> _Exercise aim_:
Which of the lines below hold "清平高速"? Please return each one.

Saved entries:
━━━━
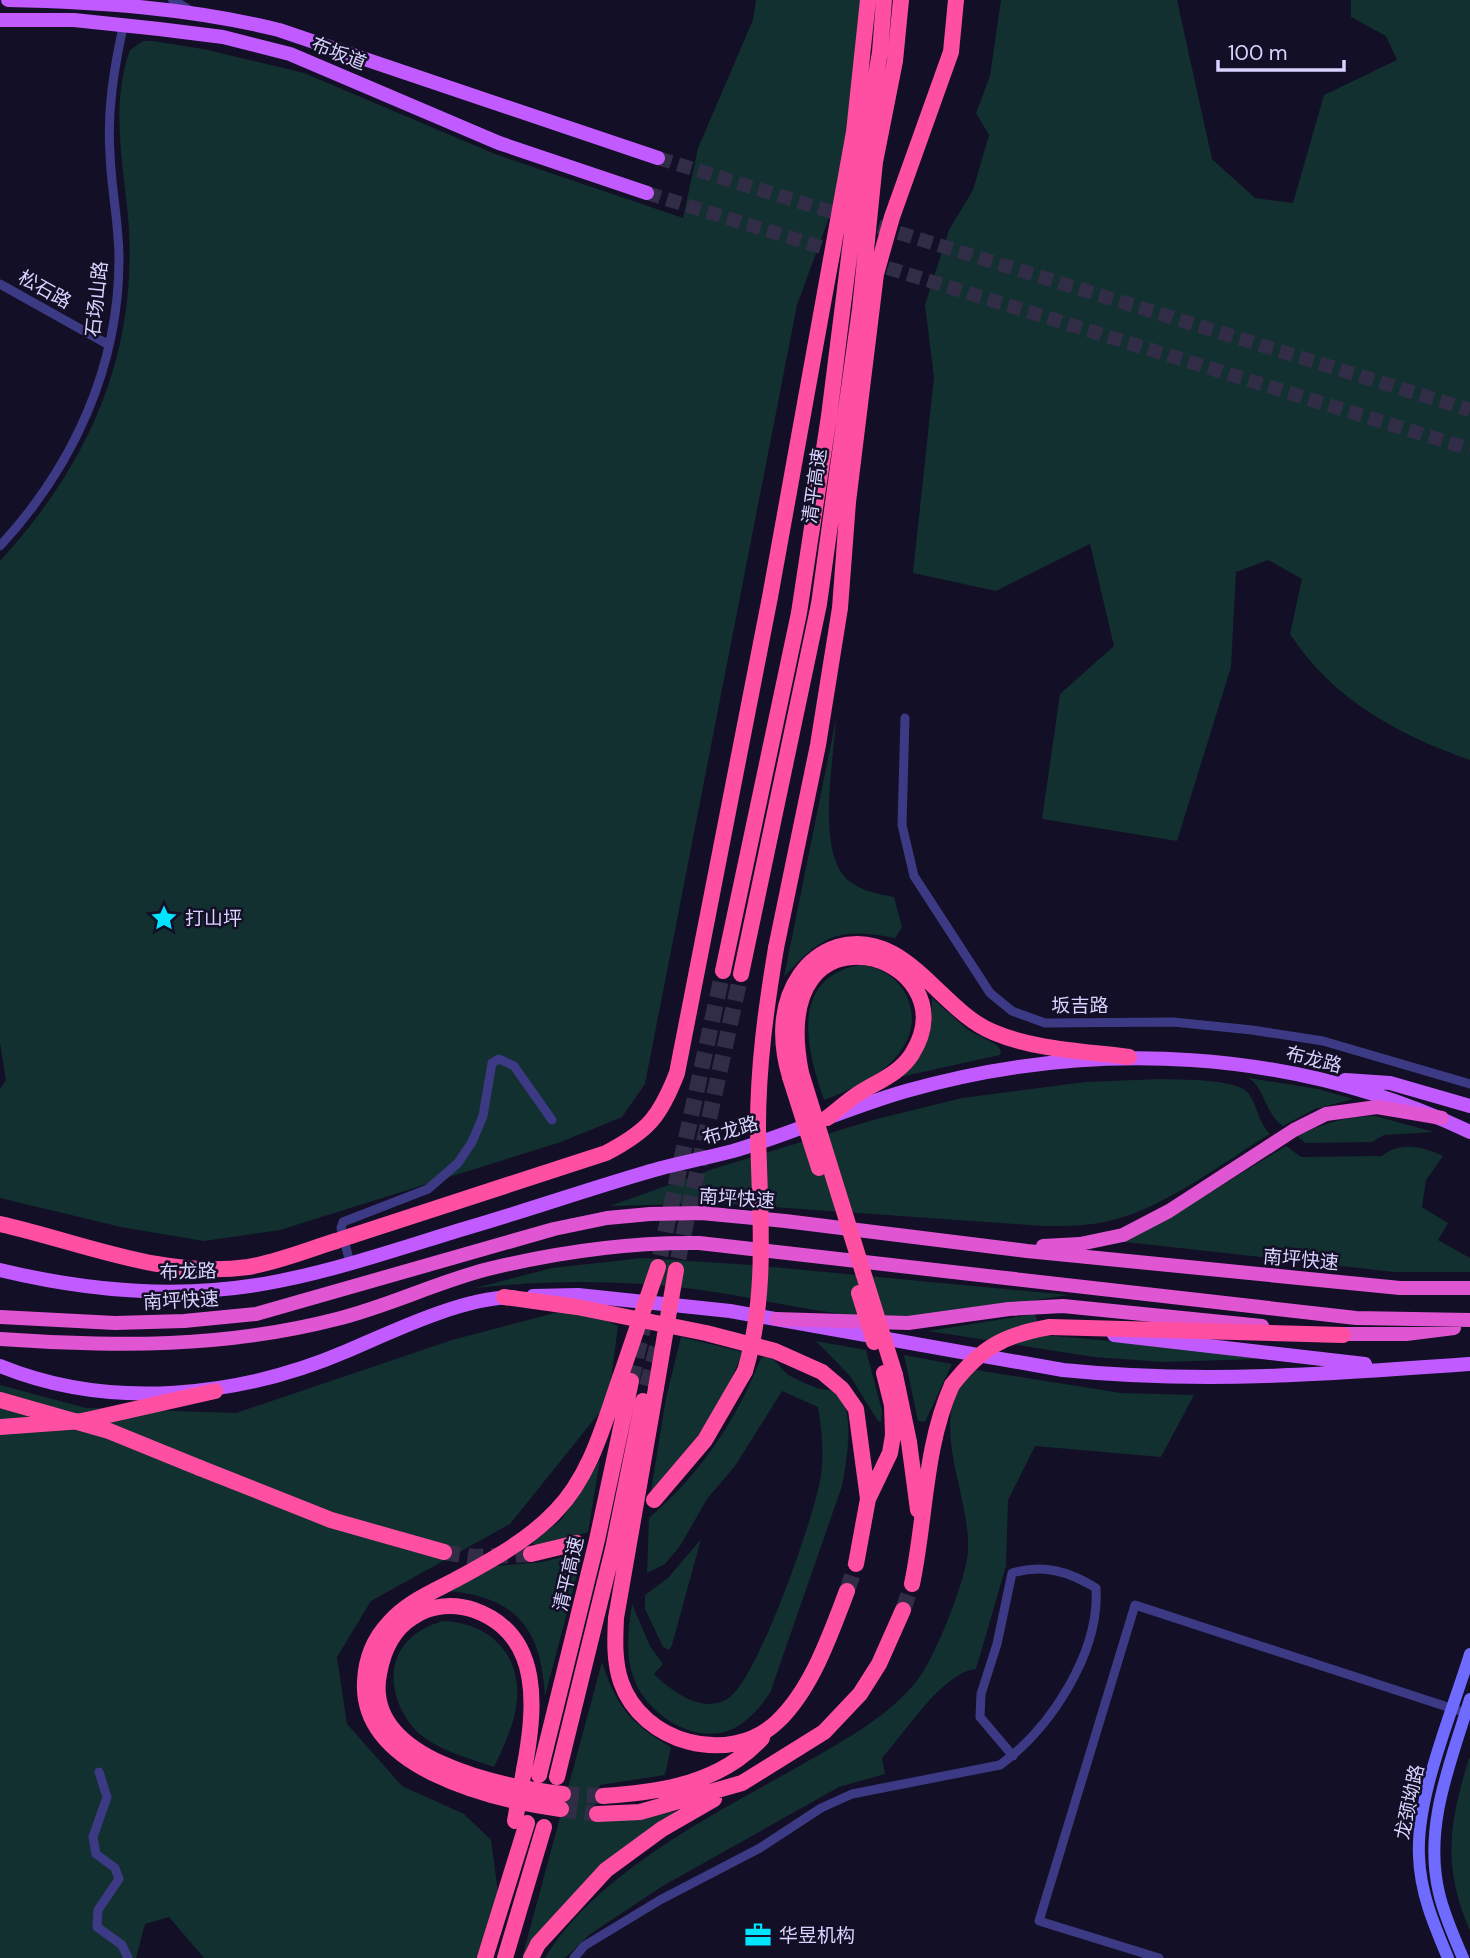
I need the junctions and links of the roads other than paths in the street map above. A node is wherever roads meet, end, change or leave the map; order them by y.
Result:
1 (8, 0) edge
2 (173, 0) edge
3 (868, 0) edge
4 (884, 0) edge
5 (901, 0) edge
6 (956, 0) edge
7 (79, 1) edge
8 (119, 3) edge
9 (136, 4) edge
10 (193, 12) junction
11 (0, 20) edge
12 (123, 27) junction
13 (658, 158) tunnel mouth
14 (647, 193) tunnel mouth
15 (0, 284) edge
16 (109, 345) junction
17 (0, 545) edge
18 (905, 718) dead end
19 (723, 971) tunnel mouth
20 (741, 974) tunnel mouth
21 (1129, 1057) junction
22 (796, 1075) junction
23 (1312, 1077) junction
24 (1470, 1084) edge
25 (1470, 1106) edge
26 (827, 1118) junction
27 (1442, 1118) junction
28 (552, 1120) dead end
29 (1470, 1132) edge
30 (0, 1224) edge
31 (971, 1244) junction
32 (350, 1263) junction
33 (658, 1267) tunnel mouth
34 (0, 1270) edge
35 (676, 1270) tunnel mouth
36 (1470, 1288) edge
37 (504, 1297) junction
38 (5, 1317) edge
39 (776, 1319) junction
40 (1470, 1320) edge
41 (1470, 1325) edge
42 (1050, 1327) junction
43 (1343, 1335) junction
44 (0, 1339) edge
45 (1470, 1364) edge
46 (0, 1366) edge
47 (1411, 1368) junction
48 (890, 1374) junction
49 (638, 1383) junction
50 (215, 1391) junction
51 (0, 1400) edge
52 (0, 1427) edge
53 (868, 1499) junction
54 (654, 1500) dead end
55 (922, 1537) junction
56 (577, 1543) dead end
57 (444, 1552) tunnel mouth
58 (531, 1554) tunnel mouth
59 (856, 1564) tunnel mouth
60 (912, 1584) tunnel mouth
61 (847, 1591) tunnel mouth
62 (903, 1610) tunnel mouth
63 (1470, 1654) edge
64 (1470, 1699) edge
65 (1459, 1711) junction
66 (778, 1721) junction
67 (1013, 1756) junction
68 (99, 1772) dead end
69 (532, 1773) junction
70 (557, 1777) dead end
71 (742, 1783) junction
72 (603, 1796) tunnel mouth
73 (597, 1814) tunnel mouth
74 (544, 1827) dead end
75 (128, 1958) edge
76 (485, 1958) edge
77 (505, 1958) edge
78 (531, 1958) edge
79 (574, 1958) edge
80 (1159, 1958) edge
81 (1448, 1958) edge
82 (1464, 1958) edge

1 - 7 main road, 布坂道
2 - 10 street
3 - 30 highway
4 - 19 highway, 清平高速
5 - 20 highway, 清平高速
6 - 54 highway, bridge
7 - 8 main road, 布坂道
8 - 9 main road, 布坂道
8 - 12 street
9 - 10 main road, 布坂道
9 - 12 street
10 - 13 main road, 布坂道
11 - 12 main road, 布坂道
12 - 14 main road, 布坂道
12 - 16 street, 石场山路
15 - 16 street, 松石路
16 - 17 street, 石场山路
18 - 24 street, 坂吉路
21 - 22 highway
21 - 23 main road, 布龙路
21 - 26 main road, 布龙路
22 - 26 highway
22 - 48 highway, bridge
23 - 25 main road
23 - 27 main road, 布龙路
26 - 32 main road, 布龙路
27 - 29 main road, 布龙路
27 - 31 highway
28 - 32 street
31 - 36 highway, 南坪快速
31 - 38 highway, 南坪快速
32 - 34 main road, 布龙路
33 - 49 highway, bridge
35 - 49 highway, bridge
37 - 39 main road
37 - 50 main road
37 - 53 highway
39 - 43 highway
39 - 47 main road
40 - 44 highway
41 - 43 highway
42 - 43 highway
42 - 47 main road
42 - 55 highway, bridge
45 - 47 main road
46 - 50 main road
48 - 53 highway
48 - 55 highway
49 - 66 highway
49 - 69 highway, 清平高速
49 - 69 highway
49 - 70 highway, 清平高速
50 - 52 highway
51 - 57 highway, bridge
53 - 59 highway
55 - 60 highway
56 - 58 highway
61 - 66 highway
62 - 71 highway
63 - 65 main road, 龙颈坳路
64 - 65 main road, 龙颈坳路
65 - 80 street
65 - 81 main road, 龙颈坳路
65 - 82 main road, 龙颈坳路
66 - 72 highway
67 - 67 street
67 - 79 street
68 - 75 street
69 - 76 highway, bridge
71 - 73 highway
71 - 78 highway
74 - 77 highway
━━━━
> _Completed task_:
4 - 19 highway, 清平高速
5 - 20 highway, 清平高速
49 - 69 highway, 清平高速
49 - 70 highway, 清平高速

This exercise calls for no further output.